(Dataset excerpts)

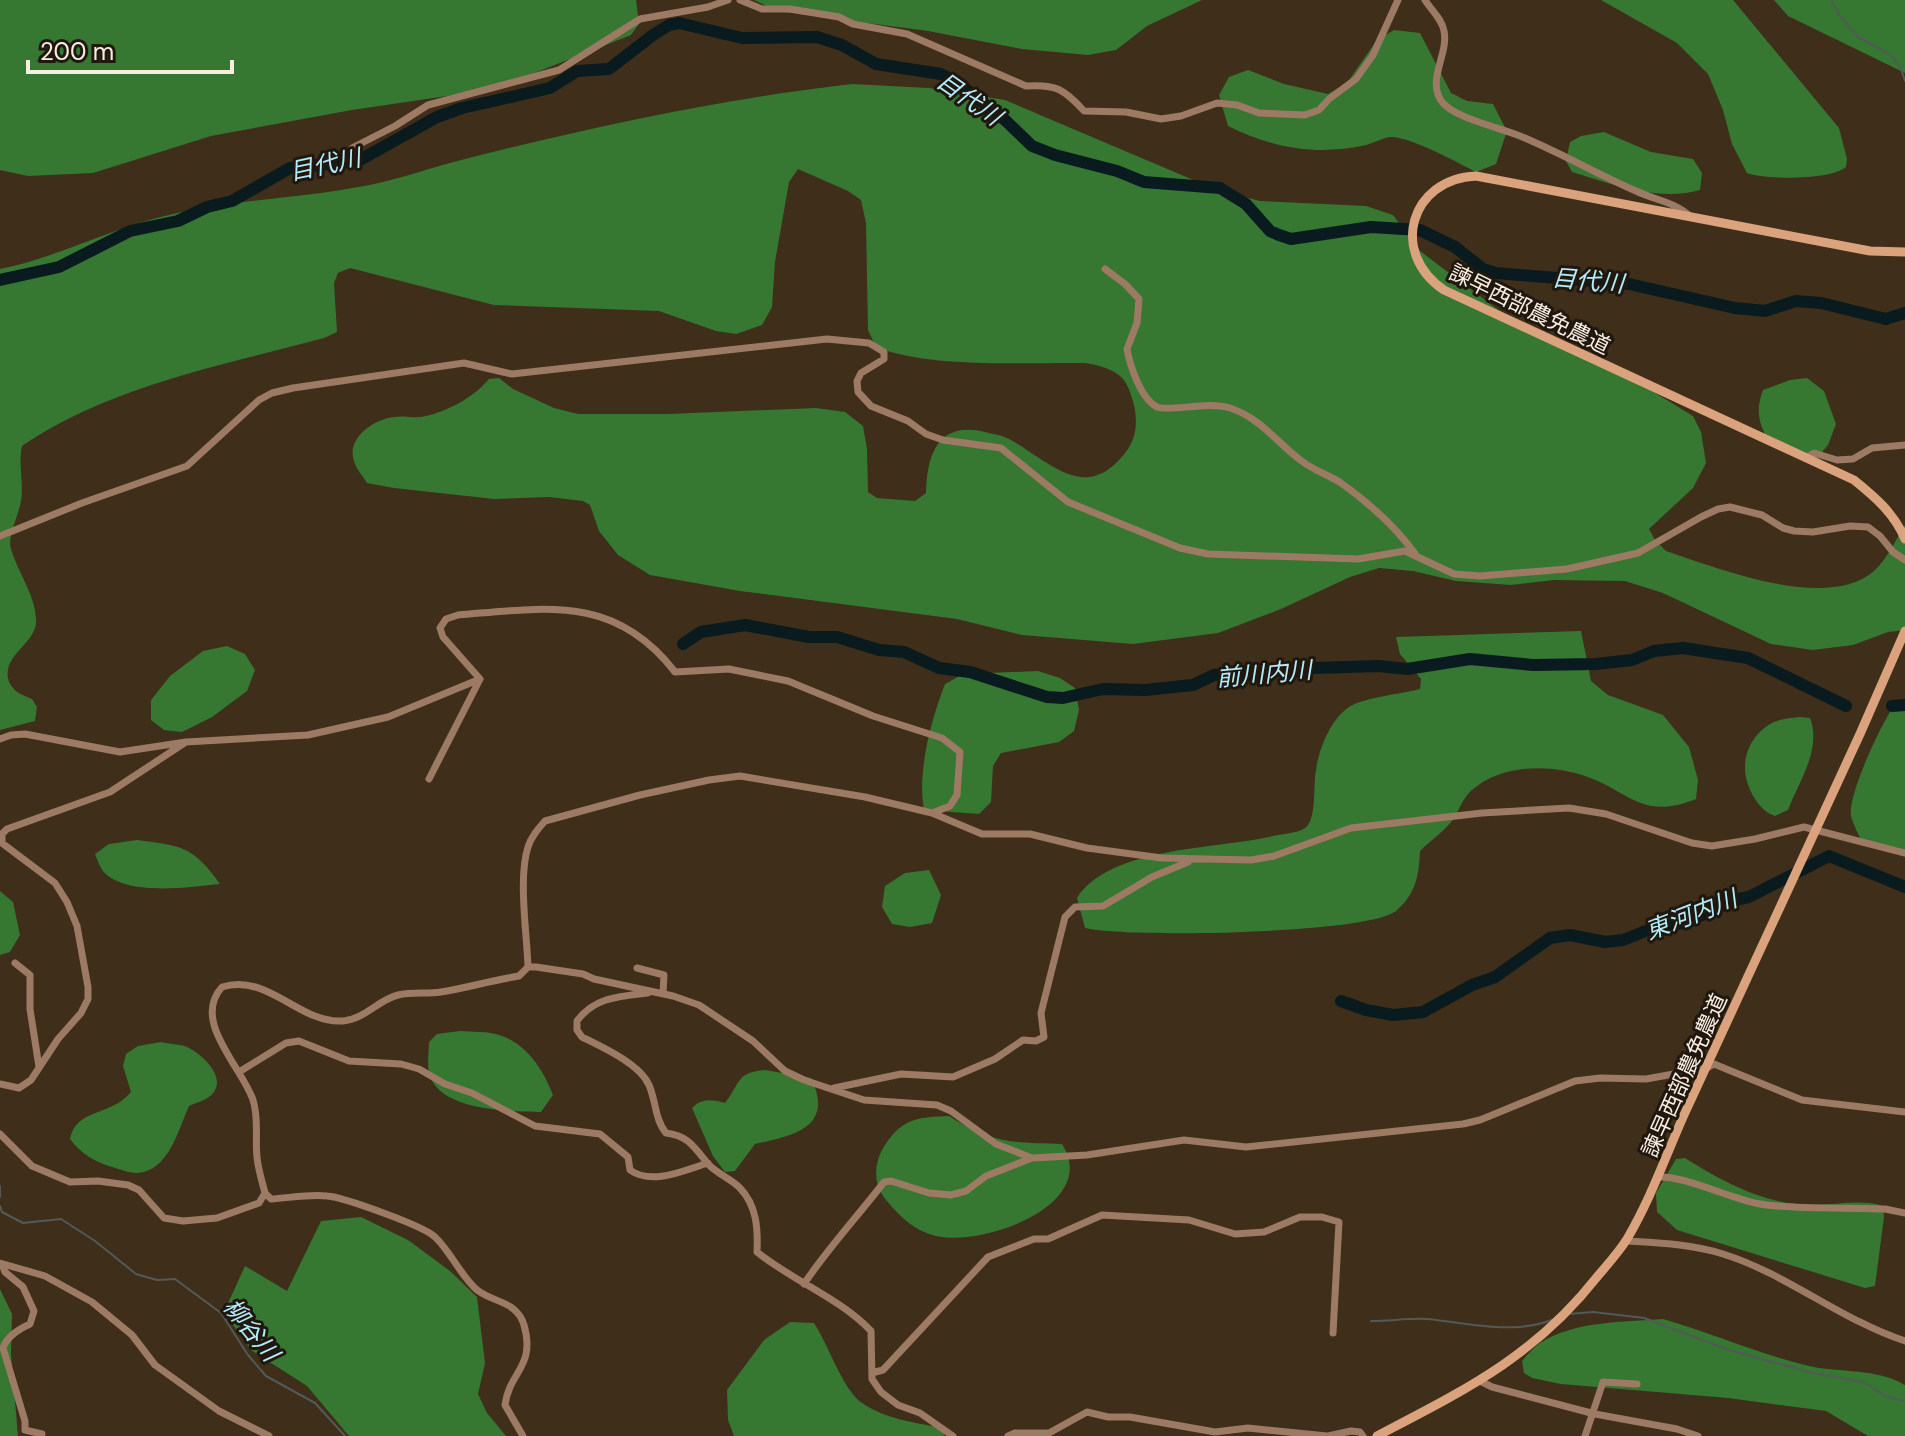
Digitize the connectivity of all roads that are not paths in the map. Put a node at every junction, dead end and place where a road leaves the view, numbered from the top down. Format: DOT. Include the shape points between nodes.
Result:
graph roads {
  1 [pos="728,0"];
  2 [pos="740,0"];
  3 [pos="1398,0"];
  4 [pos="1425,0"];
  5 [pos="706,3"];
  6 [pos="352,148"];
  7 [pos="1691,217"];
  8 [pos="1905,252"];
  9 [pos="1105,269"];
  10 [pos="1905,445"];
  11 [pos="1805,458"];
  12 [pos="0,536"];
  13 [pos="1905,539"];
  14 [pos="1904,559"];
  15 [pos="1419,560"];
  16 [pos="1905,631"];
  17 [pos="480,679"];
  18 [pos="0,739"];
  19 [pos="186,742"];
  20 [pos="429,779"];
  21 [pos="932,813"];
  22 [pos="1816,830"];
  23 [pos="1905,853"];
  24 [pos="1193,860"];
  25 [pos="15,963"];
  26 [pos="528,967"];
  27 [pos="637,968"];
  28 [pos="659,993"];
  29 [pos="39,1067"];
  30 [pos="1707,1068"];
  31 [pos="239,1072"];
  32 [pos="0,1084"];
  33 [pos="832,1089"];
  34 [pos="1905,1112"];
  35 [pos="0,1134"];
  36 [pos="1032,1158"];
  37 [pos="708,1163"];
  38 [pos="1658,1177"];
  39 [pos="265,1193"];
  40 [pos="1905,1213"];
  41 [pos="1626,1241"];
  42 [pos="1,1264"];
  43 [pos="804,1284"];
  44 [pos="1333,1333"];
  45 [pos="1905,1341"];
  46 [pos="872,1373"];
  47 [pos="1480,1381"];
  48 [pos="1637,1384"];
  49 [pos="1591,1413"];
  50 [pos="22,1433"];
  51 [pos="42,1434"];
  52 [pos="1383,1435"];
  53 [pos="269,1436"];
  54 [pos="523,1436"];
  55 [pos="953,1436"];
  56 [pos="1008,1436"];
  57 [pos="1328,1436"];
  58 [pos="1363,1436"];
  59 [pos="1585,1436"];
  60 [pos="1698,1436"];
  1 -- 5 [label="street"];
  2 -- 3 [label="street" via="762,9 839,17 907,34 1026,86 1047,85 1066,92 1084,111 1161,119 1217,103 1259,113 1305,115 1319,110 1356,79"];
  4 -- 7 [label="street" via="1445,34 1436,78 1443,102 1458,114 1522,137"];
  5 -- 6 [label="street" via="640,19 559,70 428,105"];
  7 -- 8 [label="street, 諫早西部農免農道" via="1870,251"];
  7 -- 11 [label="street, 諫早西部農免農道" via="1462,176 1443,183 1419,207 1412,237 1421,269 1444,290"];
  9 -- 15 [label="street" via="1139,299 1127,349 1146,398 1164,408 1209,403 1231,408 1263,425 1300,460 1373,508"];
  10 -- 11 [label="street" via="1872,448 1853,459 1814,453"];
  11 -- 13 [label="street, 諫早西部農免農道" via="1854,480 1873,495"];
  12 -- 15 [label="street" via="187,466 272,393 464,363 512,374 827,339 869,343 884,352 884,359 857,381 858,392 871,406 934,437 1001,448 1068,502 1180,548 1236,557 1358,559 1405,551"];
  14 -- 15 [label="street" via="1868,527 1794,531 1730,507 1701,517 1638,553 1567,569 1480,576 1454,574"];
  16 -- 22 [label="street, 諫早西部農免農道"];
  17 -- 19 [label="street" via="348,728"];
  17 -- 20 [label="street"];
  17 -- 21 [label="street" via="443,637 440,628 446,619 547,610 610,618 653,647 675,672 729,669 788,681 942,738 960,752 957,795 950,806"];
  18 -- 19 [label="street" via="25,734 120,752"];
  19 -- 29 [label="street" via="110,792 2,834 2,843 55,883 67,902 88,979 88,999 81,1013"];
  21 -- 24 [label="street" via="982,834 1030,834 1087,848"];
  21 -- 26 [label="street" via="740,776 545,821 527,851"];
  22 -- 23 [label="street"];
  22 -- 24 [label="street" via="1804,827 1712,846 1569,808 1351,828 1274,856"];
  22 -- 30 [label="street, 諫早西部農免農道"];
  24 -- 33 [label="street" via="1103,906 1075,907 1065,917 1041,1013 1044,1037 1023,1040 953,1077 901,1074"];
  25 -- 29 [label="street" via="30,975"];
  26 -- 28 [label="street" via="553,967"];
  26 -- 31 [label="street" via="519,976 439,993 394,996 362,1017 343,1021 322,1020 248,984 222,987 216,994 214,1024"];
  27 -- 28 [label="street" via="664,975"];
  28 -- 33 [label="street" via="699,1005 753,1041 785,1071"];
  28 -- 37 [label="street" via="595,1004 577,1021 577,1030 628,1062 648,1082 660,1127 690,1141"];
  29 -- 32 [label="street" via="19,1088"];
  30 -- 34 [label="street" via="1714,1064 1802,1100"];
  30 -- 36 [label="street" via="1646,1079 1588,1078 1463,1124 1246,1147 1184,1140"];
  30 -- 38 [label="street, 諫早西部農免農道"];
  31 -- 37 [label="street" via="286,1043 299,1041 349,1061 419,1069 535,1126 600,1134 628,1157 635,1174 654,1177"];
  31 -- 39 [label="street" via="253,1101"];
  33 -- 36 [label="street" via="864,1100 937,1105 996,1144"];
  35 -- 39 [label="street" via="32,1166 70,1182 128,1185 164,1218 217,1218 259,1203"];
  36 -- 43 [label="street" via="951,1195 884,1182"];
  37 -- 43 [label="street" via="741,1189 758,1222 757,1252"];
  38 -- 40 [label="street" via="1762,1204"];
  38 -- 41 [label="street, 諫早西部農免農道"];
  39 -- 54 [label="street" via="271,1199 327,1196 421,1227 474,1287 519,1313 526,1355 505,1405"];
  41 -- 45 [label="street" via="1724,1254"];
  41 -- 47 [label="street, 諫早西部農免農道" via="1554,1327"];
  42 -- 50 [label="street" via="23,1287 34,1311 30,1324 16,1331 3,1348 25,1421"];
  42 -- 53 [label="street" via="45,1276 92,1302 132,1335 155,1365 219,1411"];
  43 -- 46 [label="street" via="855,1313 871,1331"];
  44 -- 46 [label="street" via="1339,1222 1300,1217 1264,1232 1235,1234 1189,1220 1102,1215 988,1257 883,1370"];
  46 -- 55 [label="street" via="881,1392"];
  47 -- 49 [label="street"];
  47 -- 52 [label="street, 諫早西部農免農道"];
  48 -- 49 [label="street" via="1603,1382"];
  49 -- 59 [label="street"];
  49 -- 60 [label="street"];
  50 -- 51 [label="street"];
  56 -- 57 [label="street" via="1049,1433 1087,1412 1215,1432 1248,1428"];
  57 -- 58 [label="street" via="1351,1431"];
}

- Goal of the exercise -
Where the string "諫早西部農免農道" turns up in a line of the data above, copy that whole line.

- Response for this exercise -
  7 -- 8 [label="street, 諫早西部農免農道" via="1870,251"];
  7 -- 11 [label="street, 諫早西部農免農道" via="1462,176 1443,183 1419,207 1412,237 1421,269 1444,290"];
  11 -- 13 [label="street, 諫早西部農免農道" via="1854,480 1873,495"];
  16 -- 22 [label="street, 諫早西部農免農道"];
  22 -- 30 [label="street, 諫早西部農免農道"];
  30 -- 38 [label="street, 諫早西部農免農道"];
  38 -- 41 [label="street, 諫早西部農免農道"];
  41 -- 47 [label="street, 諫早西部農免農道" via="1554,1327"];
  47 -- 52 [label="street, 諫早西部農免農道"];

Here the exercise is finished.